Exercise → For the data below, give the number of lines in which "roads" occurs. Include nothing besides that number.

Data for analysis →
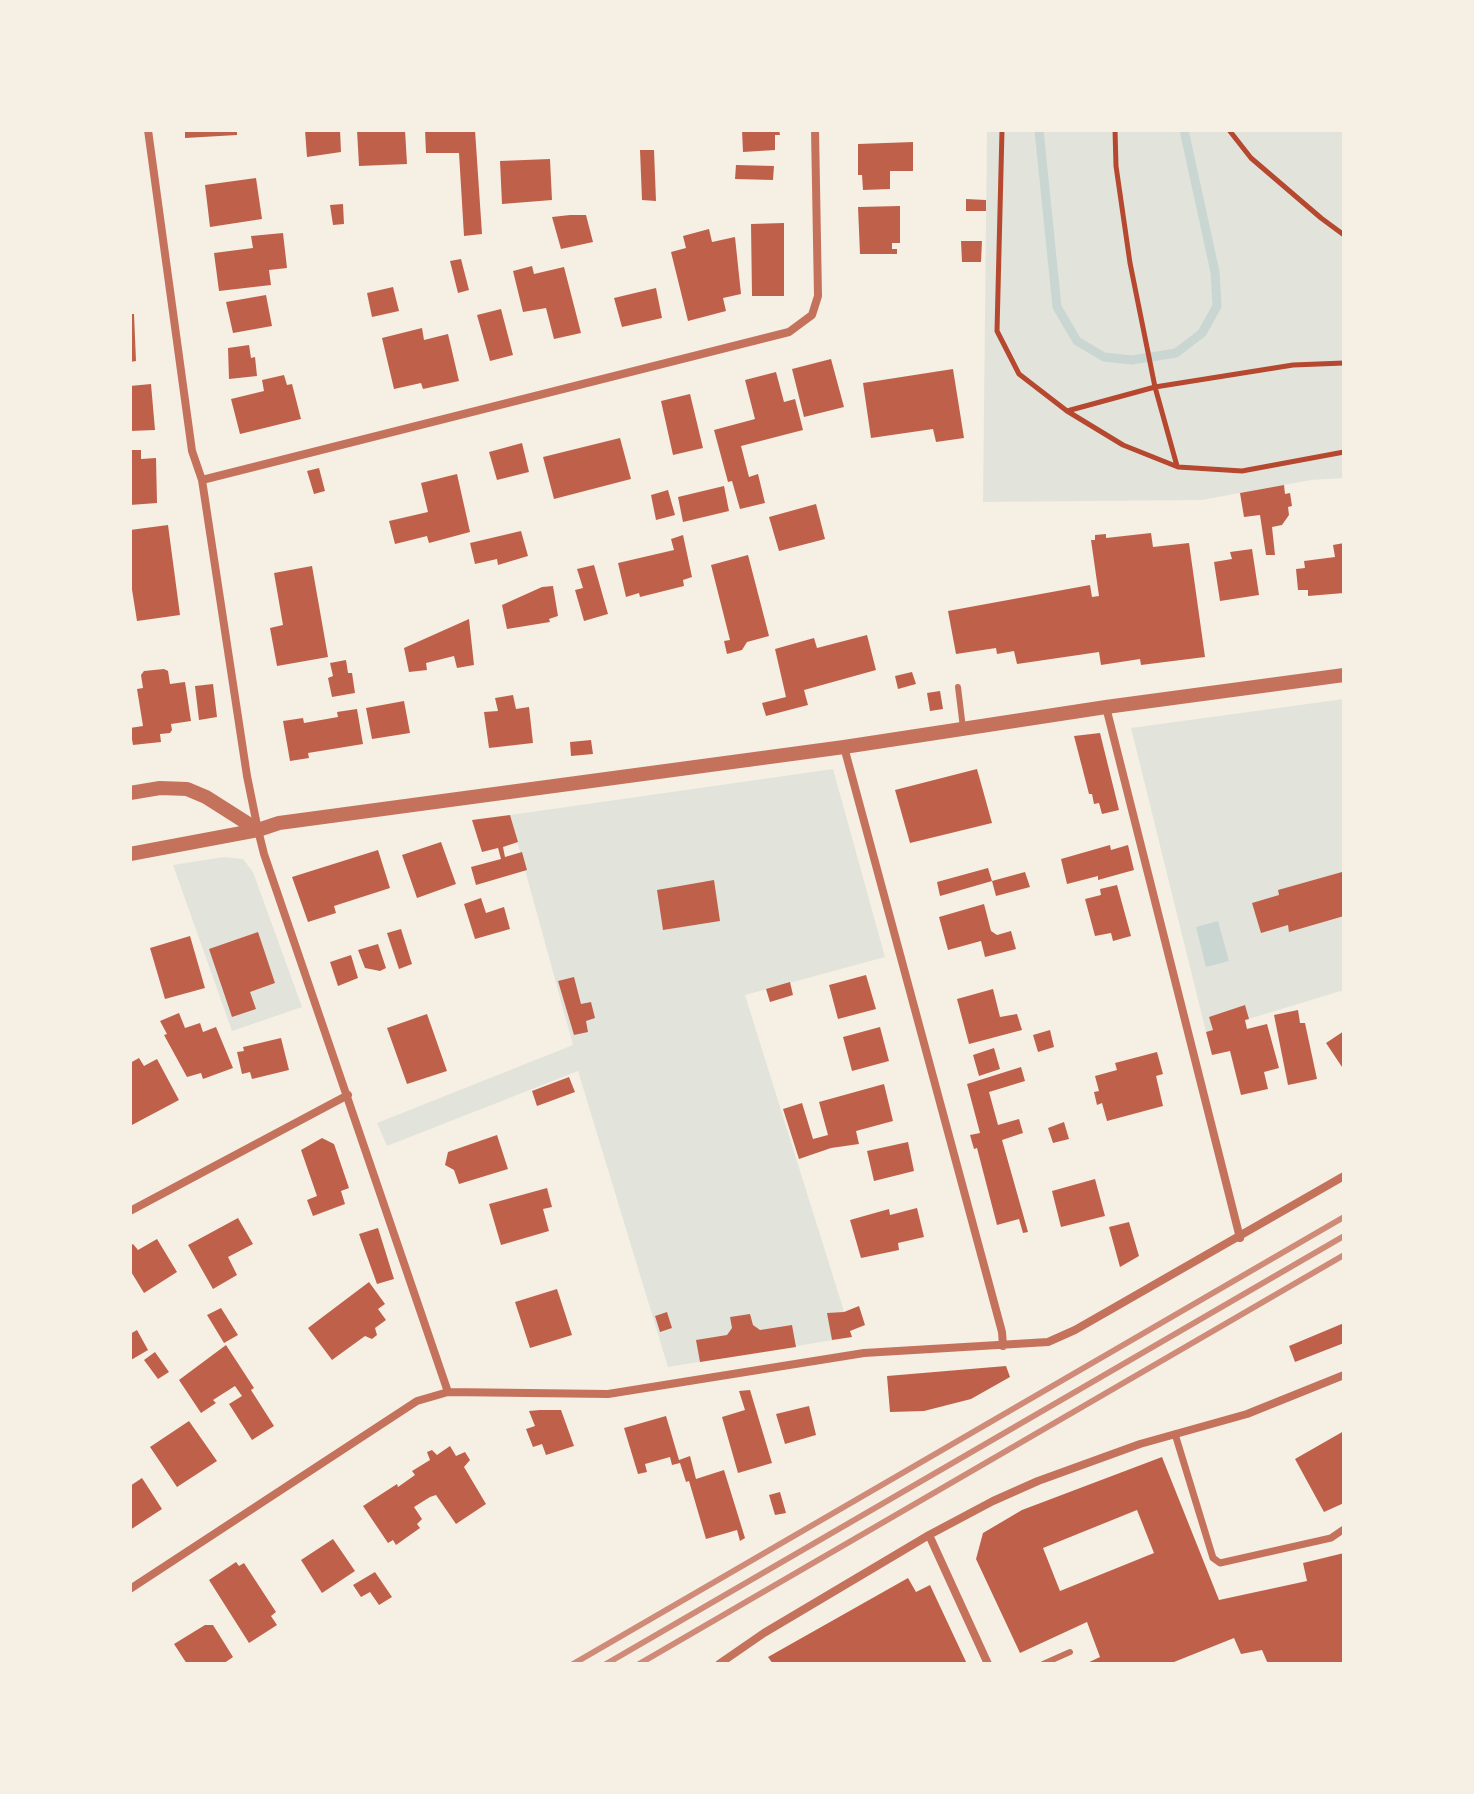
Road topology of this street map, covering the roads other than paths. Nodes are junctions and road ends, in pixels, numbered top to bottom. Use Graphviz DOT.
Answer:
graph roads {
  1 [pos="148,130"];
  2 [pos="815,130"];
  3 [pos="202,480"];
  4 [pos="1344,675"];
  5 [pos="958,687"];
  6 [pos="1106,707"];
  7 [pos="963,728"];
  8 [pos="844,747"];
  9 [pos="130,793"];
  10 [pos="258,830"];
  11 [pos="130,854"];
  12 [pos="348,1095"];
  13 [pos="1344,1176"];
  14 [pos="130,1211"];
  15 [pos="1240,1238"];
  16 [pos="1003,1346"];
  17 [pos="1344,1375"];
  18 [pos="448,1392"];
  19 [pos="1175,1434"];
  20 [pos="1344,1529"];
  21 [pos="929,1535"];
  22 [pos="130,1589"];
  23 [pos="1070,1652"];
  24 [pos="719,1664"];
  25 [pos="988,1664"];
  26 [pos="1043,1664"];
  1 -- 3 [label="street"];
  2 -- 3 [label="street"];
  3 -- 10 [label="street"];
  4 -- 6 [label="street"];
  5 -- 7 [label="lane"];
  6 -- 7 [label="street"];
  6 -- 15 [label="street"];
  7 -- 8 [label="street"];
  8 -- 10 [label="street"];
  8 -- 16 [label="street"];
  9 -- 10 [label="street"];
  10 -- 11 [label="street"];
  10 -- 12 [label="street"];
  12 -- 14 [label="street"];
  12 -- 18 [label="street"];
  13 -- 15 [label="street"];
  15 -- 16 [label="street"];
  16 -- 18 [label="street"];
  17 -- 19 [label="street"];
  18 -- 22 [label="street"];
  19 -- 20 [label="street"];
  19 -- 21 [label="street"];
  21 -- 24 [label="street"];
  21 -- 25 [label="street"];
  23 -- 26 [label="lane"];
}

Your solution → 2